婚姻の経緯は、幕府側が朝廷側に和宮が嫁げば、公武一和に役立つという提案から始まりました。当初孝明天皇は、「和宮はすでに婚約しているから」という理由で断っています。しかし1860年に、幕府はまず和宮の叔父・橋本実麗に打診、その後正式に朝廷へ家茂との婚姻を打診しています。

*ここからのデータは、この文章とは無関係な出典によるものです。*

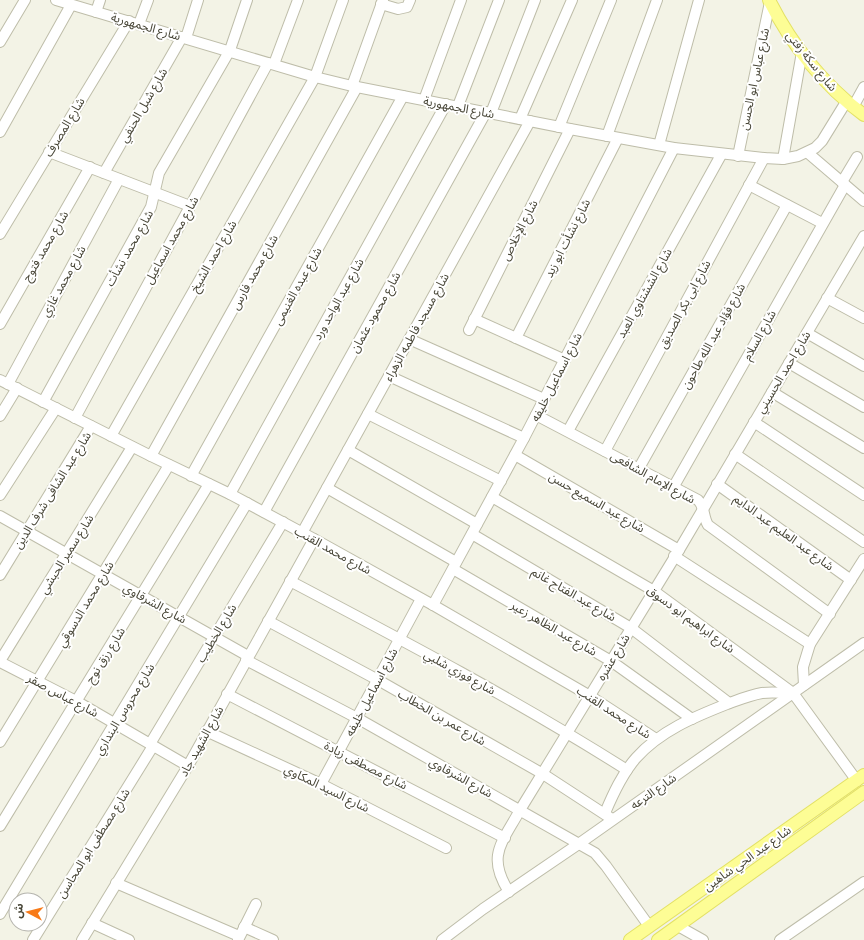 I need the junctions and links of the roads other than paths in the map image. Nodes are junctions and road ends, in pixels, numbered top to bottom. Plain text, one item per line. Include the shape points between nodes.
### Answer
1 (25, 0) edge
2 (56, 0) edge
3 (100, 0) edge
4 (148, 0) edge
5 (198, 0) edge
6 (247, 0) edge
7 (298, 0) edge
8 (343, 0) edge
9 (410, 0) edge
10 (461, 0) edge
11 (498, 0) edge
12 (535, 0) edge
13 (572, 0) edge
14 (611, 0) edge
15 (657, 0) edge
16 (699, 0) edge
17 (770, 1) edge
18 (382, 2) edge
19 (71, 5) junction
20 (96, 12) junction
21 (128, 21) junction
22 (140, 24) junction
23 (184, 37) junction
24 (0, 42) edge
25 (230, 50) junction
26 (802, 52) junction
27 (271, 64) junction
28 (315, 77) junction
29 (354, 86) junction
30 (864, 87) edge
31 (403, 96) junction
32 (424, 100) junction
33 (446, 104) junction
34 (849, 104) junction
35 (458, 106) junction
36 (488, 112) junction
37 (864, 115) edge
38 (525, 120) junction
39 (559, 127) junction
40 (570, 129) junction
41 (0, 132) edge
42 (607, 136) junction
43 (618, 138) junction
44 (659, 145) junction
45 (674, 148) junction
46 (50, 152) junction
47 (808, 153) junction
48 (721, 155) junction
49 (738, 156) junction
50 (857, 157) dead end
51 (764, 158) junction
52 (783, 159) junction
53 (90, 167) junction
54 (104, 173) junction
55 (119, 179) junction
56 (843, 183) junction
57 (749, 185) junction
58 (154, 192) junction
59 (864, 201) edge
60 (786, 205) junction
61 (190, 206) junction
62 (4, 217) edge
63 (822, 223) junction
64 (0, 234) edge
65 (864, 236) edge
66 (828, 298) junction
67 (864, 317) edge
68 (474, 319) junction
69 (0, 324) edge
70 (469, 330) dead end
71 (807, 333) junction
72 (516, 338) junction
73 (409, 339) junction
74 (565, 360) junction
75 (789, 363) junction
76 (864, 366) edge
77 (389, 376) junction
78 (4, 382) edge
79 (17, 388) junction
80 (772, 392) junction
81 (544, 399) junction
82 (43, 402) junction
83 (864, 407) edge
84 (56, 408) junction
85 (368, 414) junction
86 (536, 415) junction
87 (0, 416) edge
88 (75, 418) junction
89 (754, 422) junction
90 (91, 426) junction
91 (568, 431) junction
92 (111, 436) junction
93 (524, 438) junction
94 (132, 447) junction
95 (864, 448) edge
96 (348, 450) junction
97 (605, 451) junction
98 (735, 454) junction
99 (515, 455) junction
100 (151, 456) junction
101 (169, 465) junction
102 (639, 468) junction
103 (191, 476) junction
104 (501, 481) junction
105 (209, 484) junction
106 (717, 484) junction
107 (674, 486) junction
108 (327, 488) junction
109 (230, 494) junction
110 (0, 495) edge
111 (864, 495) edge
112 (492, 497) junction
113 (248, 504) junction
114 (703, 508) junction
115 (264, 512) junction
116 (0, 516) edge
117 (282, 522) junction
118 (477, 524) junction
119 (27, 531) junction
120 (302, 533) junction
121 (472, 534) junction
122 (314, 539) junction
123 (864, 542) edge
124 (676, 553) junction
125 (67, 554) junction
126 (864, 561) edge
127 (455, 565) junction
128 (103, 574) junction
129 (0, 575) edge
130 (851, 580) junction
131 (290, 581) junction
132 (654, 591) junction
133 (142, 596) junction
134 (421, 598) junction
135 (433, 605) junction
136 (830, 614) junction
137 (180, 617) junction
138 (268, 621) junction
139 (631, 628) junction
140 (214, 636) junction
141 (400, 638) junction
142 (864, 643) edge
143 (810, 644) junction
144 (247, 658) junction
145 (611, 661) junction
146 (0, 662) edge
147 (378, 680) junction
148 (37, 681) junction
149 (804, 685) junction
150 (793, 693) junction
151 (227, 694) junction
152 (590, 696) junction
153 (76, 702) junction
154 (729, 703) junction
155 (357, 718) junction
156 (692, 719) junction
157 (115, 724) junction
158 (206, 731) junction
159 (568, 733) junction
160 (656, 739) junction
161 (0, 742) edge
162 (152, 745) junction
163 (339, 751) junction
164 (188, 766) junction
165 (627, 770) junction
166 (543, 774) junction
167 (860, 778) edge
168 (321, 784) junction
169 (864, 792) edge
170 (520, 810) junction
171 (608, 816) junction
172 (0, 826) edge
173 (505, 838) junction
174 (580, 843) junction
175 (446, 848) dead end
176 (864, 882) edge
177 (116, 884) junction
178 (509, 892) junction
179 (256, 904) dead end
180 (0, 914) edge
181 (92, 923) junction
182 (649, 926) junction
183 (678, 926) junction
184 (244, 927) junction
185 (238, 938) edge
186 (33, 940) edge
187 (82, 940) edge
188 (129, 940) edge
189 (273, 940) edge
190 (442, 940) edge
191 (630, 940) edge
192 (658, 940) edge
193 (703, 940) edge
194 (780, 940) edge

1 - 24 street
2 - 19 street, شارع الجمهورية
3 - 20 street
4 - 22 street
5 - 23 street, شارع شبل الحنفي
6 - 25 street, شارع محمد نشأت
7 - 27 street, شارع محمد اسماعيل
8 - 28 street, شارع احمد الشيخ
9 - 18 street via 407,7 401,9
10 - 32 street
11 - 35 street
12 - 36 street, شارع محمود عثمان
13 - 38 street, شارع مسجد فاطمه الزهراء
14 - 39 street
15 - 42 street
16 - 44 street
17 - 26 main road, شارع سكة زفتي
17 - 49 street, شارع عباس ابو الحسن
18 - 29 street, شارع محمد فارس
19 - 20 street, شارع الجمهورية
19 - 41 street
20 - 21 street, شارع الجمهورية
21 - 22 street, شارع الجمهورية
21 - 46 street, شارع المصرف
22 - 23 street, شارع الجمهورية
23 - 25 street, شارع الجمهورية
23 - 54 street, شارع شبل الحنفي
25 - 27 street, شارع الجمهورية
25 - 58 street, شارع محمد نشأت via 159,173
26 - 34 main road, شارع سكة زفتي
26 - 52 street
27 - 28 street, شارع الجمهورية
27 - 61 street, شارع محمد اسماعيل
28 - 29 street, شارع الجمهورية
28 - 92 street, شارع احمد الشيخ
29 - 31 street, شارع الجمهورية
29 - 100 street, شارع محمد فارس
30 - 34 street, شارع الجمهورية
31 - 32 street, شارع الجمهورية
31 - 103 street, شارع عبده الغنيمى
32 - 33 street, شارع الجمهورية
33 - 35 street, شارع الجمهورية
33 - 109 street, شارع عبد الواحد ورد
34 - 37 main road, شارع سكة زفتي
34 - 47 street, شارع الجمهورية via 822,141
35 - 36 street, شارع الجمهورية
36 - 38 street, شارع الجمهورية
36 - 115 street, شارع محمود عثمان
38 - 39 street, شارع الجمهورية
38 - 73 street, شارع مسجد فاطمه الزهراء
39 - 40 street, شارع الجمهورية
40 - 42 street, شارع الجمهورية
40 - 68 street, شارع الإخلاص
42 - 43 street, شارع الجمهورية
43 - 44 street, شارع الجمهورية
43 - 72 street, شارع نشأت ابو زيد
44 - 45 street, شارع الجمهورية
45 - 48 street, شارع الجمهورية
45 - 74 street, شارع اسماعيل خليفه
46 - 53 street
46 - 62 street, شارع المصرف
47 - 52 street, شارع الجمهورية
47 - 56 street
48 - 49 street, شارع الجمهورية
48 - 91 street, شارع الششتاوي العبد
49 - 51 street, شارع الجمهورية
50 - 56 street, شارع السلام
51 - 52 street, شارع الجمهورية
51 - 57 street, شارع ابى بكر الصديق
53 - 54 street
53 - 69 street, شارع محمد فتوح
54 - 55 street
55 - 58 street
55 - 78 street, شارع محمد غازي
56 - 59 street
56 - 63 street, شارع السلام
57 - 60 street
57 - 97 street, شارع ابى بكر الصديق
58 - 61 street
58 - 82 street, شارع محمد نشأت via 151,207
60 - 63 street
60 - 102 street, شارع فؤاد عبد الله طاحون
61 - 88 street, شارع محمد اسماعيل
62 - 64 street, شارع المصرف
63 - 107 street, شارع السلام
65 - 66 street, شارع احمد الحسيني
66 - 67 street
66 - 71 street, شارع احمد الحسيني
68 - 70 street, شارع الإخلاص
68 - 72 street
71 - 75 street, شارع احمد الحسيني
71 - 76 street
72 - 74 street
73 - 77 street, شارع مسجد فاطمه الزهراء
73 - 81 street
74 - 81 street, شارع اسماعيل خليفه
75 - 80 street, شارع احمد الحسيني
75 - 83 street
77 - 85 street, شارع مسجد فاطمه الزهراء
77 - 93 street
78 - 79 street, شارع محمد القنب
79 - 82 street, شارع محمد القنب
79 - 87 street
80 - 89 street, شارع احمد الحسيني
80 - 95 street
81 - 86 street, شارع اسماعيل خليفه
82 - 84 street, شارع محمد القنب
84 - 88 street, شارع محمد القنب
84 - 110 street
85 - 96 street, شارع مسجد فاطمه الزهراء
85 - 104 street
86 - 91 street, شارع الإمام الشافعى
86 - 93 street, شارع اسماعيل خليفه
88 - 90 street, شارع محمد القنب
89 - 98 street, شارع احمد الحسيني
89 - 111 street
90 - 92 street, شارع محمد القنب
90 - 119 street, شارع عبد الشافى شرف الدين
91 - 97 street, شارع الإمام الشافعى
92 - 94 street, شارع محمد القنب
93 - 99 street, شارع اسماعيل خليفه
94 - 100 street, شارع محمد القنب
94 - 125 street, شارع سمير الحبشي
96 - 108 street, شارع مسجد فاطمه الزهراء
96 - 118 street
97 - 102 street, شارع الإمام الشافعى
98 - 106 street, شارع احمد الحسيني
98 - 123 street
99 - 104 street, شارع اسماعيل خليفه
99 - 124 street, شارع عبد السميع حسن
100 - 101 street, شارع محمد القنب
101 - 103 street, شارع محمد القنب
101 - 128 street, شارع محمد الدسوقي
102 - 107 street, شارع الإمام الشافعى
103 - 105 street, شارع محمد القنب
104 - 112 street, شارع اسماعيل خليفه
105 - 109 street, شارع محمد القنب
105 - 133 street, شارع رزق نوح
106 - 114 street, شارع احمد الحسيني
106 - 130 street, شارع عبد العليم عبد الدايم
107 - 114 street, شارع الإمام الشافعى via 698,500
108 - 120 street, شارع مسجد فاطمه الزهراء
108 - 127 street, شارع عبد الظاهر زعير
109 - 113 street, شارع محمد القنب
112 - 118 street, شارع اسماعيل خليفه
112 - 132 street, شارع ابراهيم ابو دسوق
113 - 115 street, شارع محمد القنب
113 - 137 street, شارع محروس البنداري
114 - 124 street, شارع عشره
114 - 136 street, شارع الإمام الشافعى via 708,525
115 - 117 street, شارع محمد القنب
116 - 119 street, شارع الشرقاوي
117 - 120 street, شارع محمد القنب
117 - 140 street, شارع الخطيب
118 - 121 street, شارع اسماعيل خليفه
119 - 125 street, شارع الشرقاوي
119 - 129 street, شارع عبد الشافى شرف الدين
120 - 122 street, شارع محمد القنب
121 - 127 street, شارع اسماعيل خليفه
121 - 139 street, شارع عبد الفتاح غانم
122 - 131 street, شارع الشهيد جاد
122 - 134 street, شارع محمد القنب
124 - 132 street, شارع عشره
124 - 143 street, شارع عبد السميع حسن
125 - 128 street, شارع الشرقاوي
125 - 146 street, شارع سمير الحبشي
126 - 130 street
127 - 135 street, شارع اسماعيل خليفه
127 - 145 street, شارع عبد الظاهر زعير
128 - 133 street, شارع الشرقاوي
128 - 148 street, شارع محمد الدسوقي
130 - 136 street
131 - 138 street, شارع الشهيد جاد
131 - 141 street, شارع فوزي شلبي
132 - 139 street, شارع عشره
132 - 150 street, شارع ابراهيم ابو دسوق
133 - 137 street, شارع الشرقاوي
133 - 153 street, شارع رزق نوح
134 - 135 street, شارع محمد القنب
134 - 141 street, شارع اسماعيل خليفه
135 - 152 street, شارع محمد القنب
136 - 143 street
137 - 140 street, شارع الشرقاوي
137 - 157 street, شارع محروس البنداري
138 - 144 street, شارع الشهيد جاد
138 - 147 street, شارع عمر بن الخطاب
139 - 145 street, شارع عشره
139 - 154 street, شارع عبد الفتاح غانم
140 - 144 street, شارع الشرقاوي
140 - 162 street, شارع الخطيب
141 - 147 street, شارع اسماعيل خليفه
141 - 159 street, شارع فوزي شلبي
142 - 149 street, شارع الترعه
143 - 149 street via 803,667
144 - 151 street, شارع الشهيد جاد
144 - 155 street, شارع الشرقاوي
145 - 152 street, شارع عشره
145 - 156 street, شارع عبد الظاهر زعير
146 - 148 street, شارع عباس صقر
147 - 155 street, شارع اسماعيل خليفه
147 - 166 street, شارع عمر بن الخطاب
148 - 153 street, شارع عباس صقر
148 - 161 street, شارع محمد الدسوقي
149 - 150 street, شارع الترعه
150 - 154 street via 761,693
150 - 167 street, شارع ابراهيم ابو دسوق
150 - 171 street, شارع الترعه
151 - 158 street, شارع الشهيد جاد
151 - 163 street, شارع مصطفى زيادة
152 - 159 street, شارع عشره
152 - 160 street, شارع محمد القنب
153 - 157 street, شارع عباس صقر
153 - 172 street, شارع رزق نوح
154 - 156 street
155 - 163 street, شارع اسماعيل خليفه
155 - 170 street, شارع الشرقاوي
156 - 160 street
157 - 162 street, شارع عباس صقر
157 - 180 street, شارع محروس البنداري
158 - 164 street, شارع الشهيد جاد
158 - 168 street, شارع السيد المكاوي
159 - 165 street, شارع فوزي شلبي
159 - 166 street, شارع عشره
160 - 165 street
162 - 164 street, شارع عباس صقر
162 - 186 street, شارع مصطفى ابو المحاسن
163 - 168 street, شارع اسماعيل خليفه
163 - 173 street, شارع مصطفى زيادة
164 - 177 street, شارع الشهيد جاد
165 - 171 street via 618,784
166 - 170 street, شارع عشره
166 - 171 street, شارع عمر بن الخطاب
167 - 182 main road, شارع عبد الحي شاهين
168 - 175 street, شارع السيد المكاوي
169 - 183 main road, شارع عبد الحي شاهين
170 - 173 street, شارع عشره
170 - 174 street, شارع الشرقاوي via 564,837
171 - 174 street, شارع الترعه
173 - 178 street, شارع عشره via 497,856 497,868
174 - 178 street, شارع الترعه
174 - 182 street, شارع الشرقاوي via 595,853 606,866
176 - 194 street
177 - 181 street, شارع الشهيد جاد
177 - 185 street
178 - 190 street, شارع الترعه
179 - 184 street
181 - 187 street, شارع الشهيد جاد
181 - 188 street
182 - 191 main road, شارع عبد الحي شاهين
183 - 192 main road, شارع عبد الحي شاهين
183 - 193 street
184 - 185 street
184 - 189 street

何度かそのようなやり取りが続き、ついに孝明天皇も「攘夷を実行し鎖国の体制に戻すならば、和宮の婚姻を認める」という条件で了承しています。幕府側も「10か年以内の鎖国体制の復帰」と約束し、天皇は和宮の婚姻を決めました。結婚にあたって和宮は条件として「御所風の流儀を守ること」などを提示しています。
早期に婚姻を望む幕府の意向に従い、2か月後には総勢3万人、行列は50㎞、神輿の警護に12藩、沿道の警護には29藩が動員される花嫁行列となりました。
和宮が通る沿道では外出・商売は禁止され、行列を高みから見物することも、寺の鐘を鳴らすことも禁止されました。犬猫も鳴き声が聞こえない程遠くに繋がれたといい、これまでの皇族の婚姻の中でも特に盛大な花嫁行列となったのです。